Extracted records
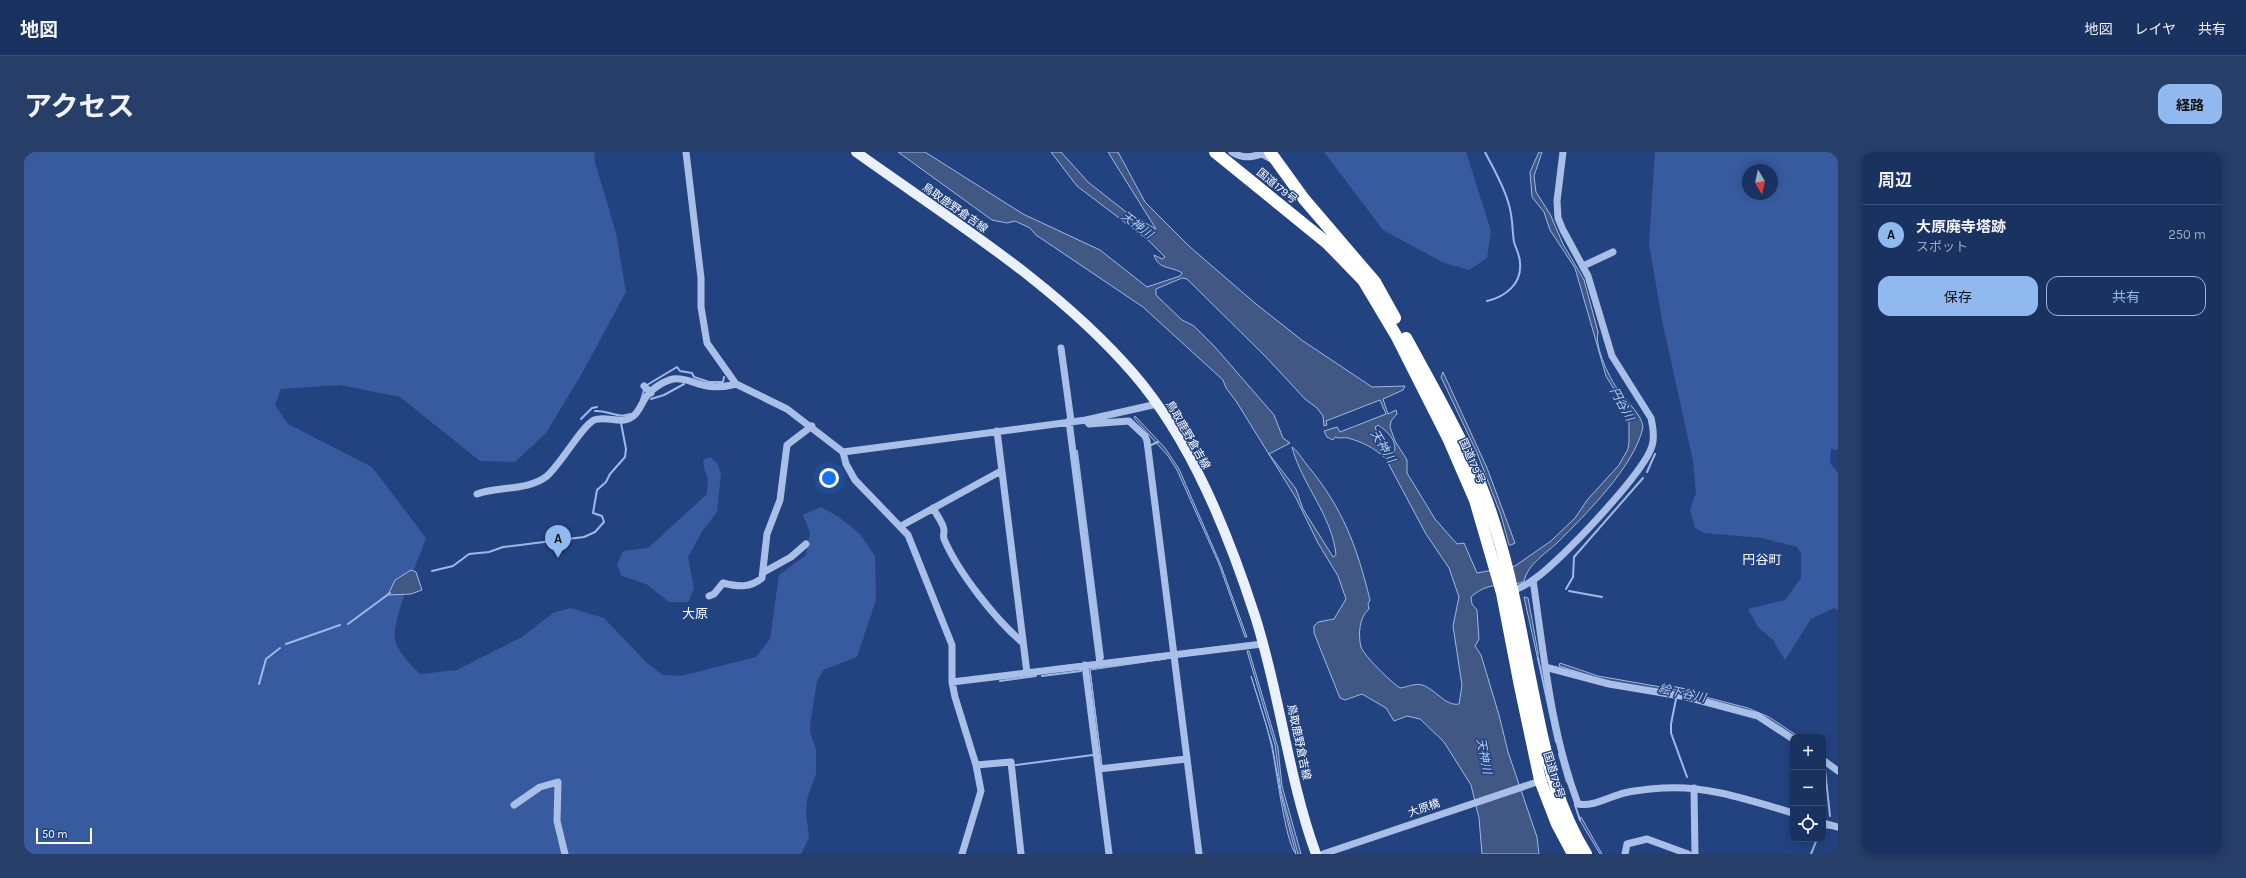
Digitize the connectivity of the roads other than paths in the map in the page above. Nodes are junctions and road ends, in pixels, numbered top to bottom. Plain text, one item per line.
1 (686, 152) edge
2 (856, 152) edge
3 (1215, 152) edge
4 (1232, 152) edge
5 (1563, 152) edge
6 (1273, 157) edge
7 (1613, 252) dead end
8 (1583, 266) junction
9 (1061, 348) dead end
10 (736, 384) junction
11 (644, 386) dead end
12 (651, 393) junction
13 (1157, 404) junction
14 (1086, 420) junction
15 (1070, 421) junction
16 (812, 426) junction
17 (997, 431) junction
18 (843, 452) junction
19 (1002, 471) junction
20 (477, 494) dead end
21 (933, 508) junction
22 (901, 526) junction
23 (806, 544) dead end
24 (764, 572) junction
25 (1533, 580) junction
26 (1507, 592) junction
27 (709, 596) dead end
28 (1022, 642) junction
29 (1262, 644) junction
30 (1173, 654) junction
31 (1100, 663) junction
32 (1086, 665) junction
33 (1545, 667) junction
34 (1027, 673) junction
35 (952, 682) junction
36 (1790, 738) edge
37 (1186, 758) junction
38 (1826, 762) edge
39 (976, 765) junction
40 (1099, 769) junction
41 (1838, 771) edge
42 (1546, 779) junction
43 (1694, 788) junction
44 (514, 804) dead end
45 (1790, 812) edge
46 (1826, 824) edge
47 (1838, 827) edge
48 (1327, 853) edge
49 (565, 854) edge
50 (962, 854) edge
51 (1021, 854) edge
52 (1109, 854) edge
53 (1199, 854) edge
54 (1316, 854) edge
55 (1573, 854) edge
56 (1586, 854) edge
57 (1625, 854) edge
58 (1688, 854) edge
59 (1695, 854) edge

1 - 10 street
2 - 13 main road, 鳥取鹿野倉吉線
3 - 26 highway, 国道179号
4 - 6 street
5 - 8 street
6 - 26 highway, 国道179号
7 - 8 street
8 - 25 street
9 - 15 street
10 - 12 street
10 - 16 street
11 - 12 street
12 - 20 street
13 - 14 street
13 - 29 main road, 鳥取鹿野倉吉線
14 - 15 street
14 - 30 street
15 - 17 street
15 - 31 street
16 - 18 street
16 - 24 street
17 - 18 street
17 - 19 street
18 - 22 street
19 - 21 street
19 - 28 street
21 - 22 street
21 - 28 street
22 - 35 street
23 - 24 street
24 - 27 street
25 - 26 street
25 - 33 street
26 - 42 highway, 国道179号
28 - 34 street
29 - 30 street
29 - 54 main road, 鳥取鹿野倉吉線
30 - 31 street
30 - 37 street
31 - 32 street
32 - 34 street
32 - 40 street
33 - 36 street
33 - 43 street
34 - 35 street
35 - 39 street
37 - 40 street
37 - 53 street
38 - 41 street
39 - 50 street
39 - 51 street
40 - 52 street
42 - 48 street, 大原橋
42 - 55 highway, 国道179号
42 - 56 highway, 国道179号
43 - 45 street
43 - 59 street
44 - 49 street
46 - 47 street
57 - 58 street

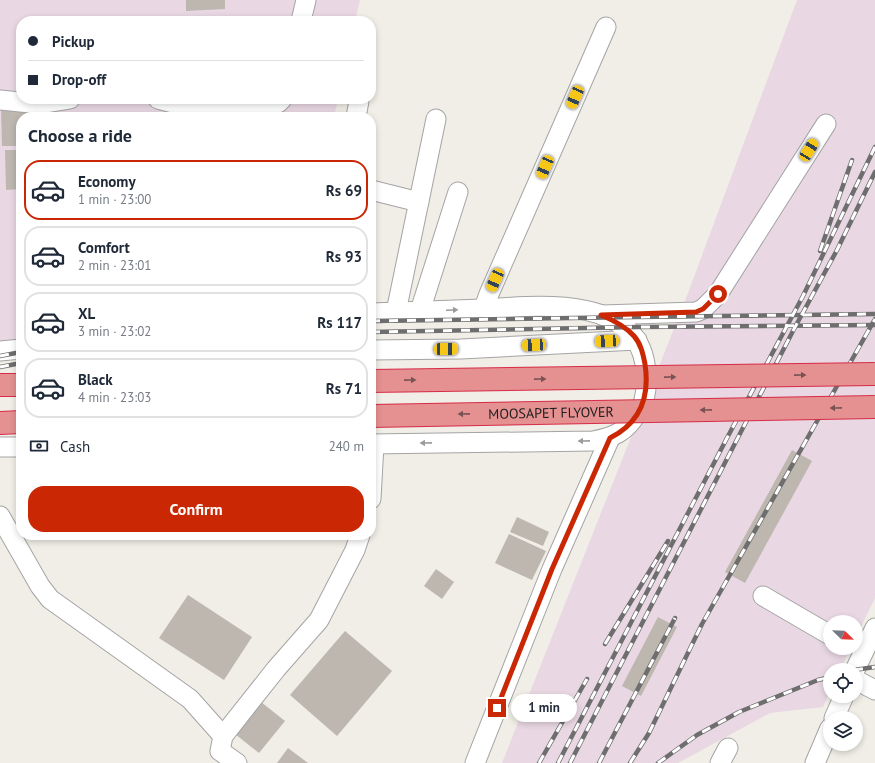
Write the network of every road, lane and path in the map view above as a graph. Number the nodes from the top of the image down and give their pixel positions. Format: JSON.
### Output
{"nodes":[{"id":1,"x":306,"y":0,"type":"edge"},
{"id":2,"x":302,"y":16,"type":"edge"},
{"id":3,"x":606,"y":27,"type":"dead end"},
{"id":4,"x":0,"y":100,"type":"edge"},
{"id":5,"x":16,"y":102,"type":"edge"},
{"id":6,"x":177,"y":104,"type":"edge"},
{"id":7,"x":274,"y":104,"type":"edge"},
{"id":8,"x":436,"y":119,"type":"dead end"},
{"id":9,"x":826,"y":124,"type":"dead end"},
{"id":10,"x":376,"y":191,"type":"edge"},
{"id":11,"x":458,"y":192,"type":"dead end"},
{"id":12,"x":419,"y":202,"type":"junction"},
{"id":13,"x":484,"y":308,"type":"junction"},
{"id":14,"x":420,"y":311,"type":"junction"},
{"id":15,"x":396,"y":312,"type":"junction"},
{"id":16,"x":376,"y":313,"type":"edge"},
{"id":17,"x":601,"y":315,"type":"junction"},
{"id":18,"x":637,"y":340,"type":"junction"},
{"id":19,"x":16,"y":349,"type":"edge"},
{"id":20,"x":0,"y":350,"type":"edge"},
{"id":21,"x":376,"y":350,"type":"edge"},
{"id":22,"x":875,"y":374,"type":"edge"},
{"id":23,"x":376,"y":381,"type":"edge"},
{"id":24,"x":0,"y":385,"type":"edge"},
{"id":25,"x":16,"y":385,"type":"edge"},
{"id":26,"x":875,"y":407,"type":"edge"},
{"id":27,"x":376,"y":416,"type":"edge"},
{"id":28,"x":16,"y":422,"type":"edge"},
{"id":29,"x":0,"y":423,"type":"edge"},
{"id":30,"x":610,"y":438,"type":"junction"},
{"id":31,"x":376,"y":444,"type":"edge"},
{"id":32,"x":0,"y":447,"type":"edge"},
{"id":33,"x":16,"y":447,"type":"edge"},
{"id":34,"x":0,"y":516,"type":"edge"},
{"id":35,"x":358,"y":540,"type":"edge"},
{"id":36,"x":763,"y":596,"type":"dead end"},
{"id":37,"x":875,"y":628,"type":"edge"},
{"id":38,"x":823,"y":632,"type":"edge"},
{"id":39,"x":856,"y":657,"type":"edge"},
{"id":40,"x":863,"y":684,"type":"edge"},
{"id":41,"x":875,"y":690,"type":"edge"},
{"id":42,"x":223,"y":736,"type":"junction"},
{"id":43,"x":823,"y":744,"type":"edge"},
{"id":44,"x":237,"y":763,"type":"edge"},
{"id":45,"x":475,"y":763,"type":"edge"},
{"id":46,"x":815,"y":763,"type":"edge"}],
"edges":[{"from":1,"to":2,"type":"street"},
{"from":3,"to":13,"type":"street"},
{"from":4,"to":5,"type":"street"},
{"from":6,"to":7,"type":"street"},
{"from":8,"to":12,"type":"street"},
{"from":9,"to":17,"type":"street"},
{"from":10,"to":12,"type":"street"},
{"from":11,"to":14,"type":"street"},
{"from":12,"to":15,"type":"street"},
{"from":14,"to":13,"type":"street","one_way":true},
{"from":13,"to":17,"type":"street"},
{"from":14,"to":15,"type":"street"},
{"from":15,"to":16,"type":"street"},
{"from":17,"to":18,"type":"street"},
{"from":18,"to":21,"type":"street"},
{"from":18,"to":30,"type":"street"},
{"from":19,"to":20,"type":"street"},
{"from":23,"to":22,"type":"highway","one_way":true,"bridge":true},
{"from":24,"to":25,"type":"highway"},
{"from":26,"to":27,"type":"highway","name":"MOOSAPET FLYOVER","one_way":true,"bridge":true},
{"from":28,"to":29,"type":"highway"},
{"from":30,"to":31,"type":"street","one_way":true},
{"from":30,"to":45,"type":"street"},
{"from":32,"to":33,"type":"street"},
{"from":34,"to":42,"type":"street"},
{"from":35,"to":42,"type":"street"},
{"from":36,"to":38,"type":"street"},
{"from":37,"to":39,"type":"street"},
{"from":40,"to":41,"type":"street"},
{"from":42,"to":44,"type":"street"},
{"from":43,"to":46,"type":"street"}]}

### [Try it]
The answer consists of every line above in which the word "鳥取鹿野倉吉線" occurs.

### [Output for this task]
2 - 13 main road, 鳥取鹿野倉吉線
13 - 29 main road, 鳥取鹿野倉吉線
29 - 54 main road, 鳥取鹿野倉吉線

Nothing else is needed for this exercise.